*Input data*:
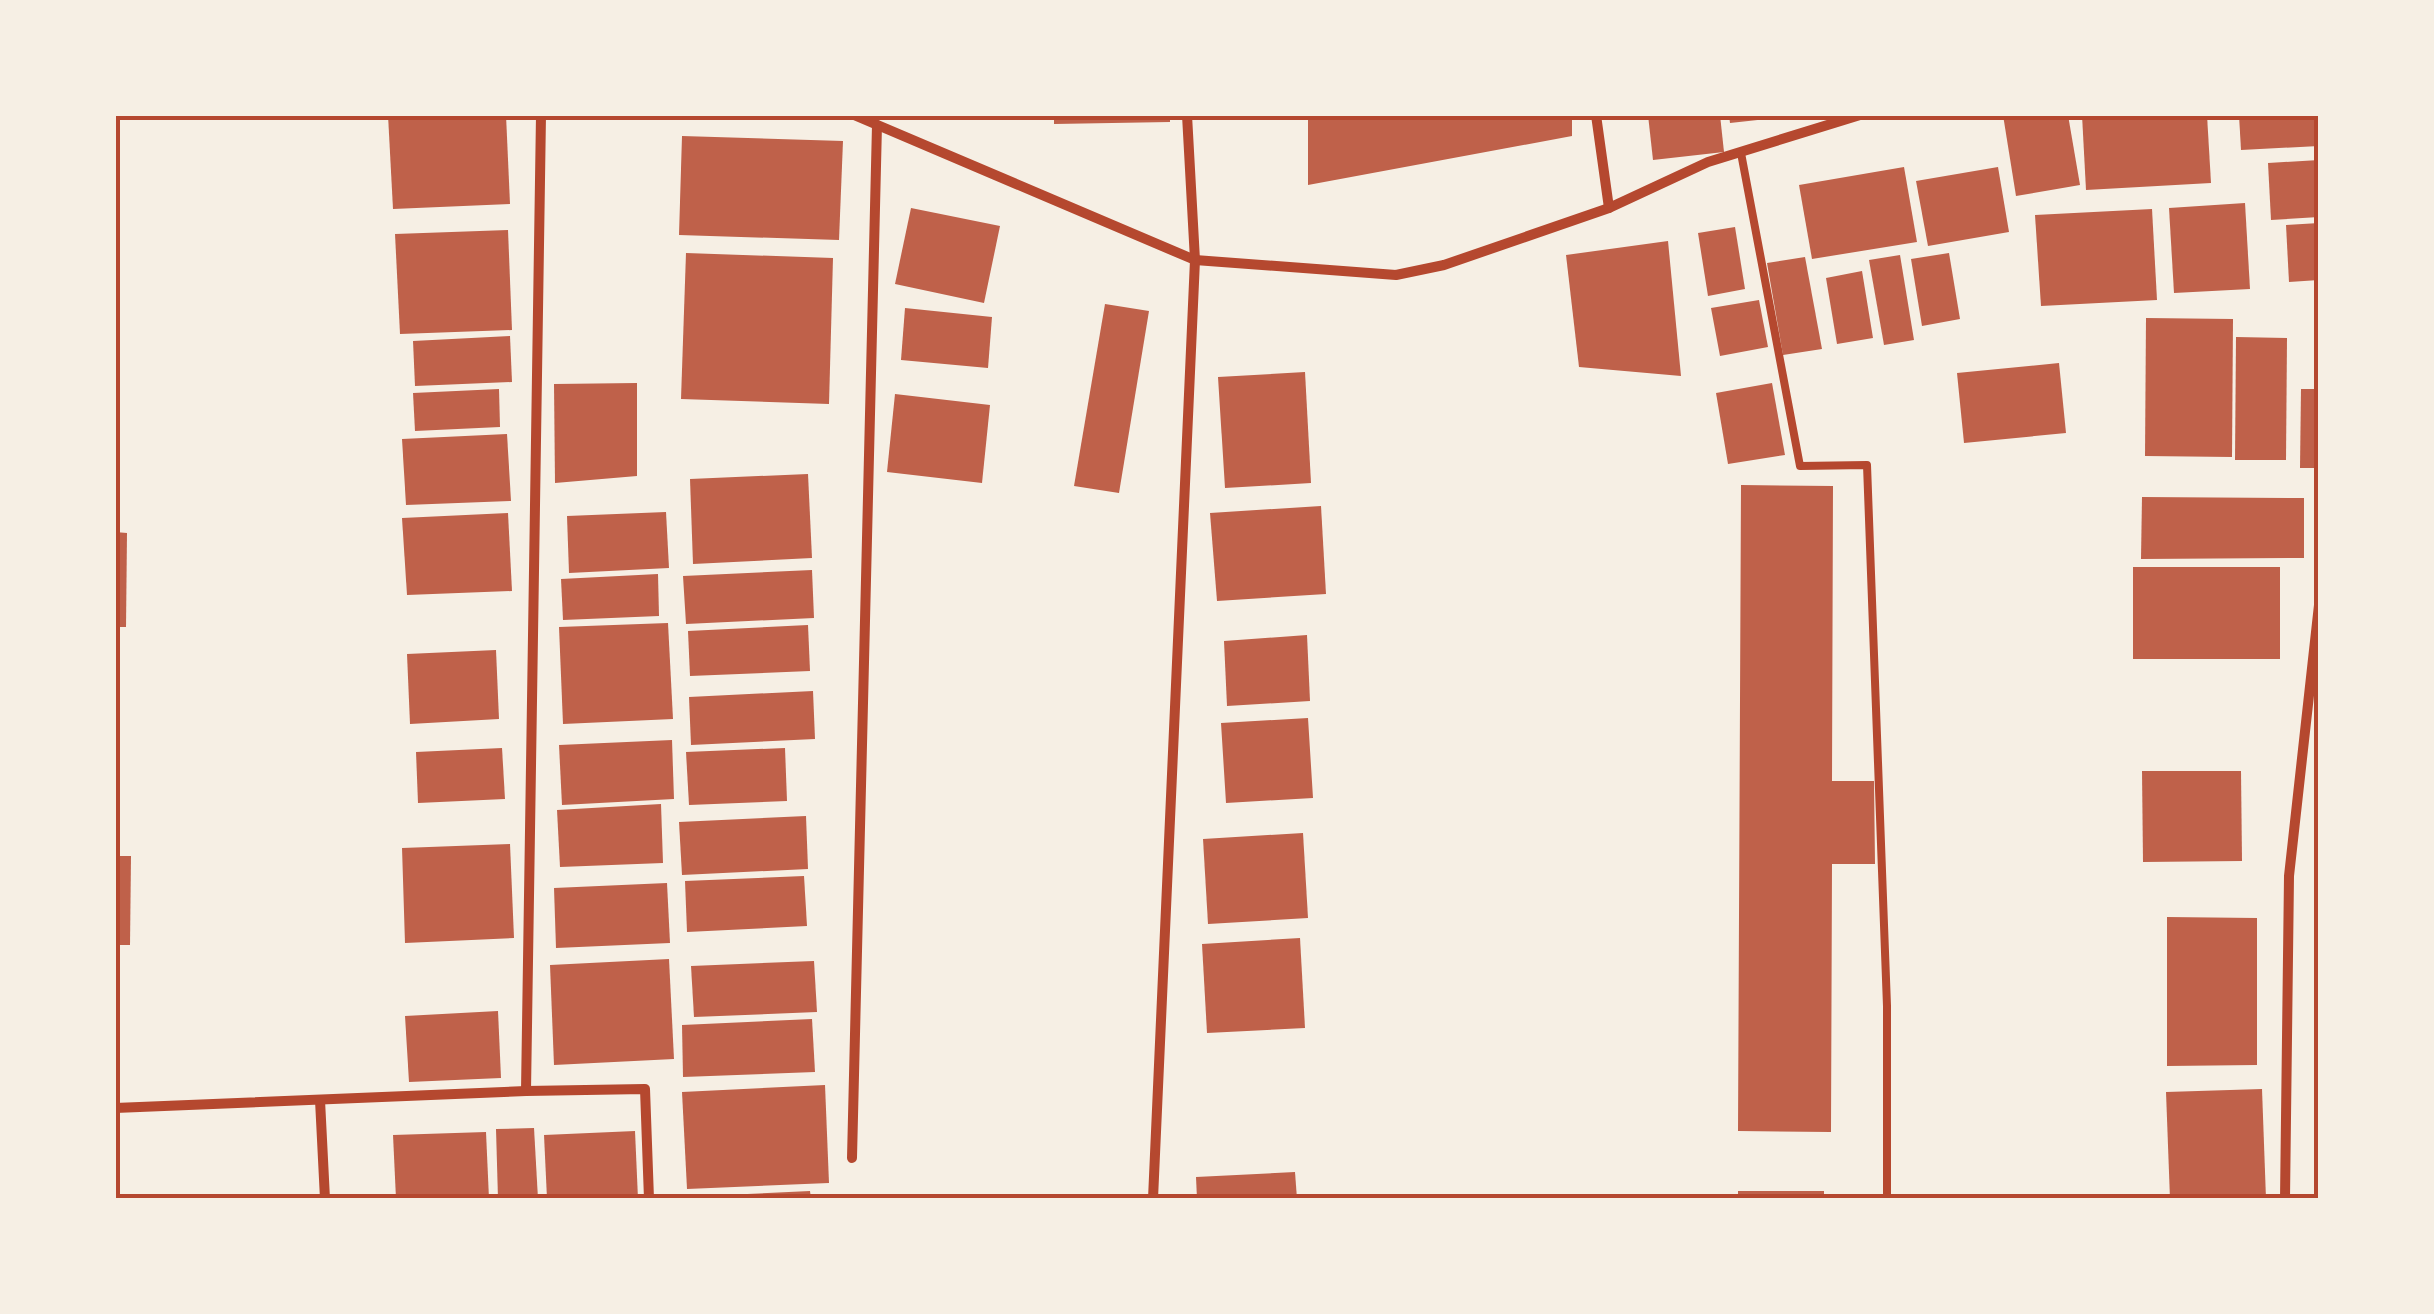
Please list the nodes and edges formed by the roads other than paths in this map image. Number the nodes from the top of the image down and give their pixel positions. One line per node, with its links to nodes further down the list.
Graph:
1 (542, 115): 11 (street)
2 (854, 115): 6 (street)
3 (1187, 115): 9 (street)
4 (1596, 115): 8 (street)
5 (1860, 115): 7 (street)
6 (877, 125): 9 (street); 14 (street)
7 (1741, 152): 8 (street); 18 (lane)
8 (1609, 208): 9 (street)
9 (1195, 260): 17 (street)
10 (2319, 605): 19 (street)
11 (526, 1091): 12 (street); 16 (street)
12 (320, 1100): 13 (street); 15 (street)
13 (115, 1108)
14 (852, 1158)
15 (326, 1199)
16 (650, 1199)
17 (1152, 1199)
18 (1886, 1199)
19 (2285, 1199)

*Work item*: Restate the whole of the material word for word without the pictures.

*Output for this exercise*:
Please list the nodes and edges formed by the roads other than paths in this map image. Number the nodes from the top of the image down and give their pixel positions. One line per node, with its links to nodes further down the list.
Graph:
1 (542, 115): 11 (street)
2 (854, 115): 6 (street)
3 (1187, 115): 9 (street)
4 (1596, 115): 8 (street)
5 (1860, 115): 7 (street)
6 (877, 125): 9 (street); 14 (street)
7 (1741, 152): 8 (street); 18 (lane)
8 (1609, 208): 9 (street)
9 (1195, 260): 17 (street)
10 (2319, 605): 19 (street)
11 (526, 1091): 12 (street); 16 (street)
12 (320, 1100): 13 (street); 15 (street)
13 (115, 1108)
14 (852, 1158)
15 (326, 1199)
16 (650, 1199)
17 (1152, 1199)
18 (1886, 1199)
19 (2285, 1199)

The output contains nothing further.